As I was getting deeper into new age practices, many of which disobey God, the void kept growing bigger. During this time, my Mom died. And not a sudden, quick death but an agonizingly slow, painful death from cancer at the young age of 51. I was angry at God for letting someone I loved, and someone who loved God so fiercely, suffer the way she did. What kind of God who loved her would allow that? When she died, God felt more distant than ever. I spiraled into a dark place and if it weren’t for the angel named Deborah that God sent, I don’t think I’d be here today. I was getting frustrated with the empty new age promises of fulfillment and started looking into the roots of it. Through this research, I found out how cleverly I had been deceived by this grand trick to pull me off the path to eternal life by watering down the true Jesus. The timing of the recent series on what the devil wants is perfect as it was through realizing the devil’s very real presence in my life that I knew that there must be something to this Jesus guy.
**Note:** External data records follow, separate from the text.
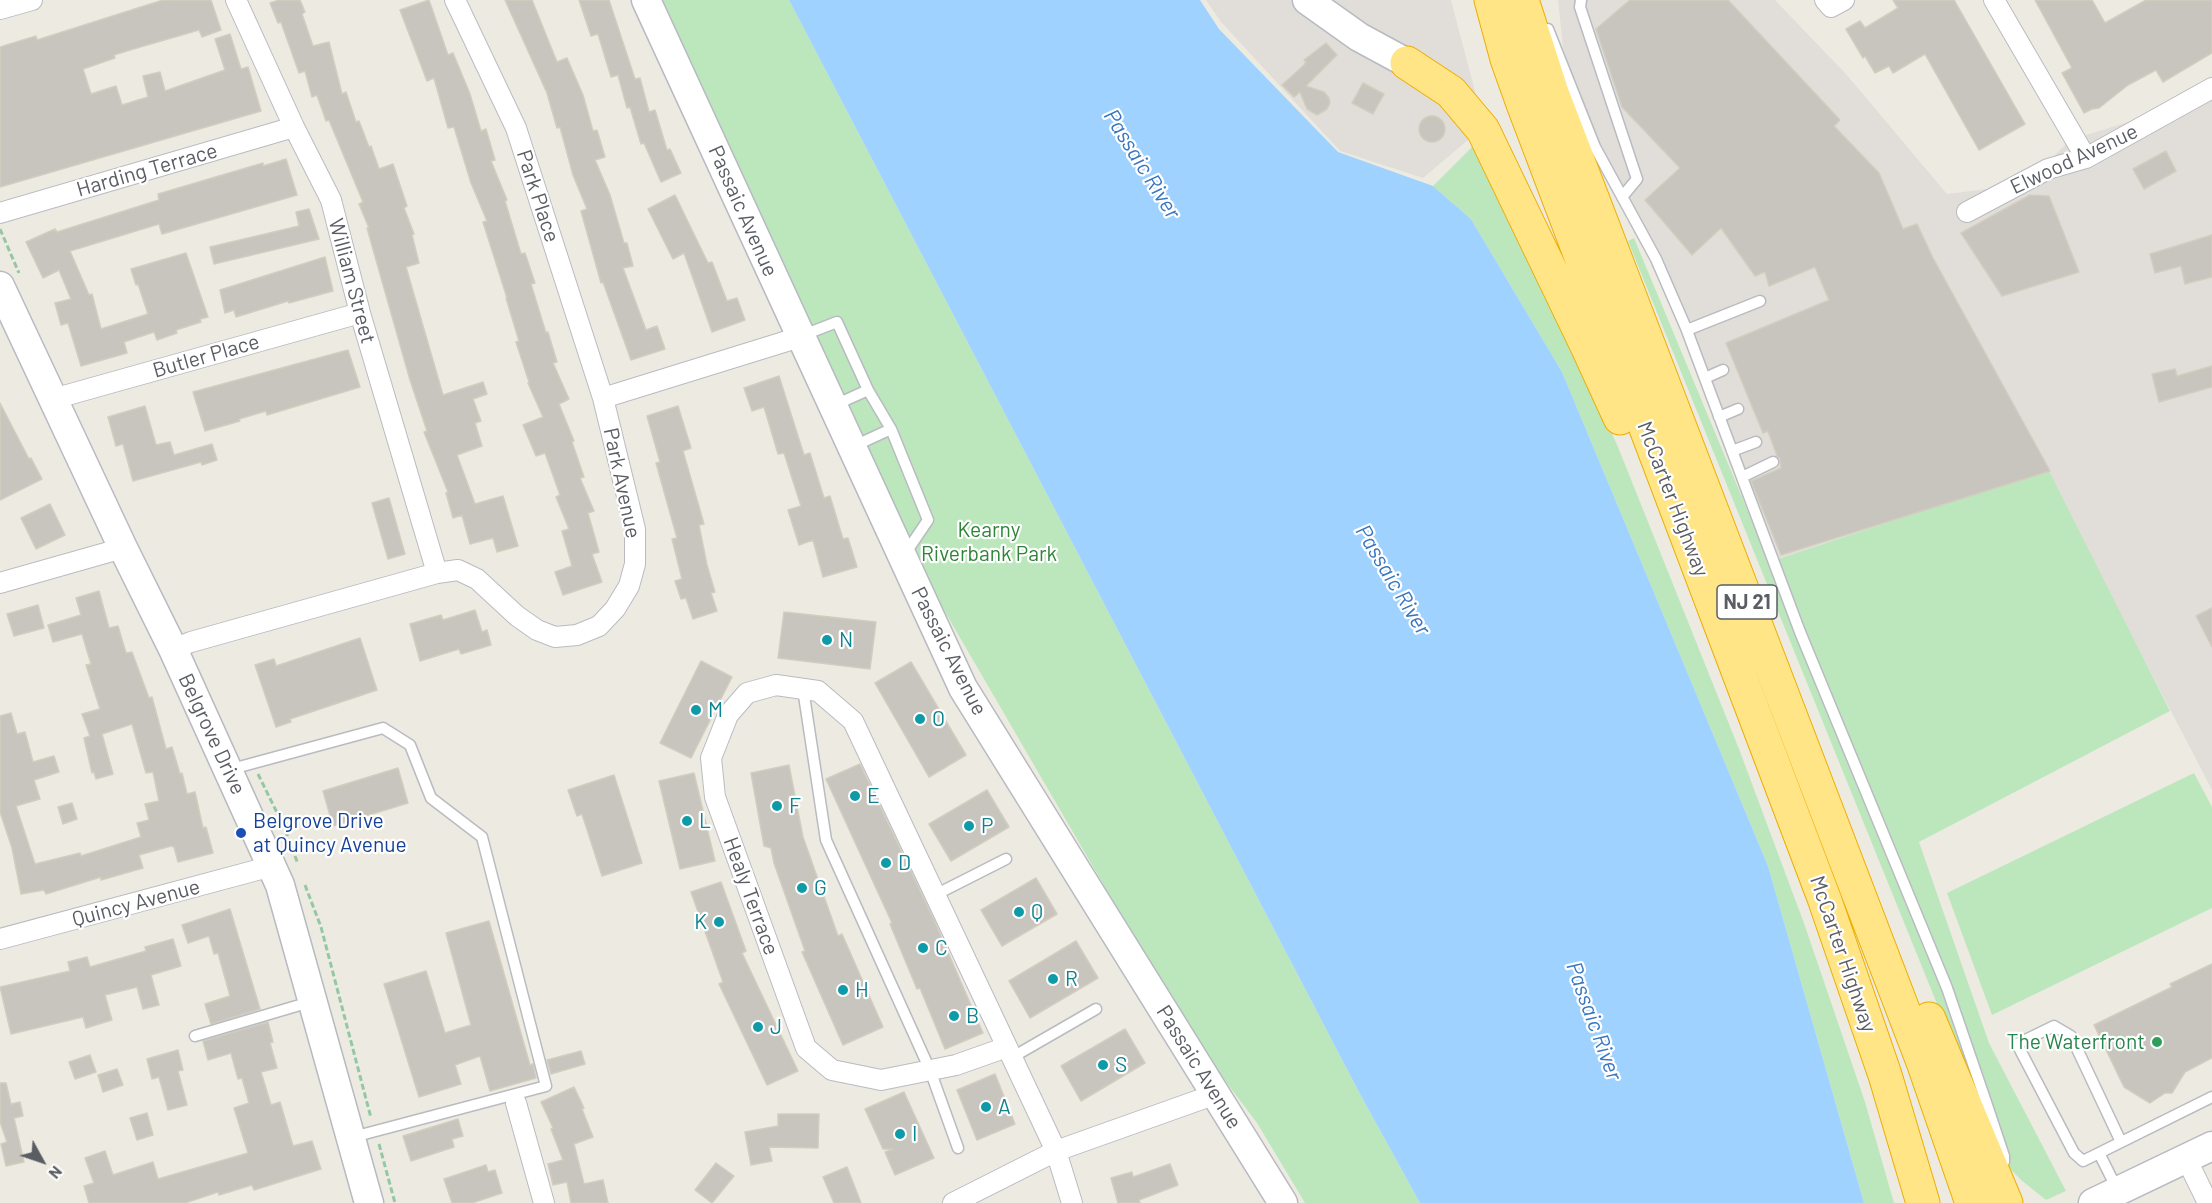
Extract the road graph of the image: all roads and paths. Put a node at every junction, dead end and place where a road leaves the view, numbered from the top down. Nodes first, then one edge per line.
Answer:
1 (32, 0) edge
2 (236, 0) edge
3 (455, 0) edge
4 (646, 0) edge
5 (1307, 0) edge
6 (1491, 0) edge
7 (1581, 0) edge
8 (1825, 0) edge
9 (1844, 0) edge
10 (1994, 0) edge
11 (0, 9) edge
12 (1534, 10) edge
13 (1407, 63) joint
14 (2212, 88) edge
15 (294, 127) junction
16 (2086, 158) junction
17 (1622, 196) junction
18 (1967, 212) dead end
19 (0, 213) edge
20 (0, 286) edge
21 (1760, 302) dead end
22 (360, 313) junction
23 (1687, 330) junction
24 (800, 337) junction
25 (1723, 370) dead end
26 (1705, 378) junction
27 (868, 390) junction
28 (603, 398) junction
29 (53, 399) junction
30 (832, 406) junction
31 (1738, 409) dead end
32 (1719, 417) junction
33 (891, 429) junction
34 (1756, 442) dead end
35 (851, 447) junction
36 (1732, 451) junction
37 (1773, 462) dead end
38 (1742, 477) junction
39 (123, 548) junction
40 (902, 557) junction
41 (437, 573) junction
42 (0, 583) edge
43 (173, 649) junction
44 (803, 689) junction
45 (1768, 750) junction
46 (1810, 768) junction
47 (228, 770) junction
48 (1006, 859) dead end
49 (272, 866) junction
50 (935, 895) junction
51 (0, 939) edge
52 (314, 1001) junction
53 (1096, 1009) dead end
54 (195, 1036) dead end
55 (1009, 1053) junction
56 (930, 1070) junction
57 (1216, 1094) junction
58 (2212, 1097) edge
59 (516, 1103) dead end
60 (351, 1137) junction
61 (2121, 1142) junction
62 (2212, 1146) edge
63 (958, 1148) dead end
64 (1056, 1151) junction
65 (2099, 1153) junction
66 (2186, 1158) junction
67 (2005, 1188) edge
68 (2119, 1191) junction
69 (365, 1202) edge
70 (544, 1203) edge
71 (953, 1203) edge
72 (1072, 1203) edge
73 (1283, 1203) edge
74 (1923, 1203) edge
75 (1972, 1203) edge
76 (2093, 1203) edge
77 (2208, 1203) edge

1 - 11 street
2 - 15 street, William Street
3 - 28 street, Park Place
4 - 24 main road, Passaic Avenue
5 - 13 main road
6 - 45 highway, McCarter Highway / NJ 21
7 - 17 lane
8 - 9 street
10 - 16 street
12 - 17 lane
12 - 46 highway, NJ 21
13 - 45 highway
14 - 16 street, Elwood Avenue
15 - 19 street, Harding Terrace
15 - 22 street, William Street
16 - 18 street, Elwood Avenue
17 - 23 lane
20 - 29 main road, Belgrove Drive
21 - 23 lane
22 - 29 street, Butler Place
22 - 41 street, William Street
23 - 26 lane
24 - 27 lane
24 - 28 street, Park Avenue
24 - 30 main road, Passaic Avenue
25 - 26 lane
26 - 32 lane
27 - 30 lane
27 - 33 lane
28 - 41 street, Park Avenue
29 - 39 main road, Belgrove Drive
30 - 35 main road, Passaic Avenue
31 - 32 lane
32 - 36 lane
33 - 35 lane
33 - 40 lane
34 - 36 lane
35 - 40 main road, Passaic Avenue
36 - 38 lane
37 - 38 lane
38 - 67 lane
39 - 42 street
39 - 43 main road, Belgrove Drive
40 - 57 main road, Passaic Avenue
41 - 43 street, Park Avenue
43 - 47 main road, Belgrove Drive
44 - 50 street, Healy Terrace
44 - 56 lane
44 - 56 street, Healy Terrace
45 - 74 highway, McCarter Highway / NJ 21
46 - 67 highway
46 - 75 highway, NJ 21
47 - 49 main road, Belgrove Drive
47 - 60 lane
48 - 50 lane
49 - 51 street, Quincy Avenue
49 - 52 main road, Belgrove Drive
50 - 55 street, Healy Terrace
52 - 54 lane
52 - 60 main road, Belgrove Drive
53 - 55 lane
55 - 56 street, Healy Terrace
55 - 64 street, Healy Terrace
56 - 63 lane
57 - 64 street
57 - 73 main road, Passaic Avenue
58 - 61 lane
59 - 70 street
60 - 69 main road, Belgrove Drive
61 - 65 lane
61 - 65 lane
62 - 66 main road
64 - 71 street
64 - 72 street, Healy Terrace
65 - 68 lane
66 - 68 main road
66 - 77 street
68 - 76 main road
Seeing as doing things my way all these years wasn’t working, I decided to give Jesus a chance and read the Bible for myself. I found renaissance church and the first time I attended, it was communion. Christian asked if we would surrender and let Jesus into our hearts and I was overwhelmed as I silently screamed Yes. I was tired of trying to be my own god and carrying the weight of my sins. I was tired of the emptiness. I was tired of not having a purpose. As I started reading the Bible, it completely filled up that gaping void and I felt peace. The seeking was finally over. I felt total joy that Jesus never stopped pursuing me even when I turned away from Him. The devil had me on his long black train to the middle of nowhere. I thought I was on the path to heaven and yet I was so close to never seeing my Mom again if I hadn’t been saved from that train. When I saw others praising Jesus, I thought they were faking it but now that I’m building my relationship with Him, I get it. He has given me a new heart and it’s had a tangible effect already in my life such as forgiving those who’ve hurt me, repenting for my sins and relying on God’s strength to overcome them. After many years of stormy weather, I am so blessed that I have this calmer time in my life to get to know Jesus so that when the next storm hits, I won’t turn away but instead turn towards Him. My Mom not only gave me the gift of human life but her love and trust in Jesus watered the seeds within me, now also giving me the gift of eternal life. Thank you Jesus for your forgiveness, mercy and grace.